The operator of Victoria’s now-closed Hazelwood Power Station has been fined more than $1.5 million by the Supreme Court of Victoria over the 2014 mine fire, which burned for 45 days, covering the area in smoke and coal dust.
The fire was started by a bushfire burning into the brown coal reserve, forcing evacuations from the nearby town of Morwell.
In November, a Supreme Court jury found the Hazelwood Power Corporation guilty on 10 occupational health and safety charges for putting workers and the public in danger.
The jury found the Hazelwood Power Corporation failed to adequately assess the risk of fire, did not have an adequate reticulated water system, failed to slash vegetation around the mine and left it too late to start wetting down areas around the mine.
The court heard mine and power station workers rushed to the site at the edge of the Princes Freeway when the fire took hold to offer their help in fighting the blaze out of a deep-seated loyalty to their workplace and the community.
Justice Andrew Keogh gave his reasons to a nearly empty courtroom, with the legal teams and members of the community watching online.
“General deterrence will be of particular importance when sentencing HPC,” Justice Keogh said.
He described a level of complacency about a bushfire spreading into the mine because of “the fact that the mine had not come under attack from bushfire or burning embers within almost 60 years of operations”.
In handing down the $1.56 million fine, he took into account the work HPC had previously done in improving the fire conditions within the mine and financial contributions it made to the Latrobe Valley community over the years.
Justice Keogh also considered the unlikely circumstances, including fires lit intentionally, and the weather conditions leading the blaze.
“A combination of events that were very rare and unprecedented,” he said.

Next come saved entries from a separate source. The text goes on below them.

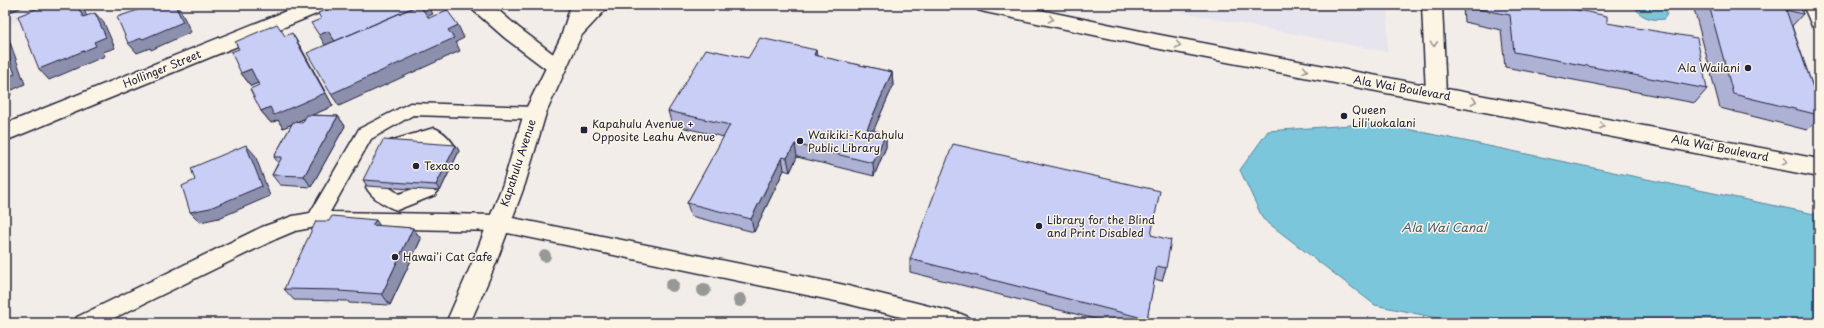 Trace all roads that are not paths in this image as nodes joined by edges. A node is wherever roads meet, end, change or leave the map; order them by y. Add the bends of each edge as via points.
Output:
1 (319, 5) edge
2 (480, 5) edge
3 (581, 5) edge
4 (600, 5) edge
5 (985, 5) edge
6 (1432, 5) edge
7 (1813, 5) edge
8 (1819, 21) edge
9 (571, 36) junction
10 (557, 67) junction
11 (1436, 94) junction
12 (448, 111) junction
13 (535, 113) junction
14 (5, 133) edge
15 (430, 142) junction
16 (396, 146) edge
17 (448, 150) edge
18 (1819, 168) edge
19 (375, 186) edge
20 (429, 190) edge
21 (401, 196) junction
22 (316, 219) junction
23 (388, 220) junction
24 (498, 223) junction
25 (84, 323) edge
26 (458, 323) edge
27 (961, 323) edge

1 - 14 main road, Hollinger Street
2 - 10 main road
3 - 9 main road, Kapahulu Avenue
4 - 9 main road
5 -> 11 main road, Ala Wai Boulevard via 1160,42
6 -> 11 main road
7 - 8 main road
9 - 10 main road, Kapahulu Avenue
10 - 13 main road, Kapahulu Avenue
11 -> 18 main road, Ala Wai Boulevard
12 - 13 lane
12 - 15 lane
12 - 22 lane via 410,109 365,134
13 - 24 main road, Kapahulu Avenue via 514,184
15 - 16 lane
15 - 17 lane
19 - 21 lane
20 - 21 lane
21 - 23 lane
22 - 23 lane
22 - 25 lane via 293,224 269,234
23 - 24 lane
24 - 26 main road, Kapahulu Avenue
24 - 27 lane via 840,293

Sentence expected on pollution charges
Sentencing for an earlier trial, in which a partnership of the mine’s operators – Hazelwood Pacific, Australian Power Partners, Hazelwood Churchill and National Power Australia Investments – were also found guilty of a total of 12 pollution charges, is due later on Tuesday.
During that trial, a separate Supreme Court jury delivered a guilty verdict on 12 pollution charges, brought by the Environment Protection Authority.
Hazelwood Pacific, Australian Power Partners, Hazelwood Churchill and National Power Australia Investments – part of Hazelwood Power Corporation – were convicted of offences related to creating unsafe pollution around the town of Morwell.
The trial, also before Justice Keogh, heard details of the health impacts members of the Morwell community experienced during and after the fire.
The power station once supplied 20 per cent of Victoria’s electricity and was the highest polluting power station in Australia when it closed in March 2017.
Its eight iconic chimney stacks are due to be demolished before the end of July.
Remediation work is underway around the site, including inside the old mine, to make the land safe for public use. A lake is planned for the massive mine void.
Its closure left 750 workers without a job.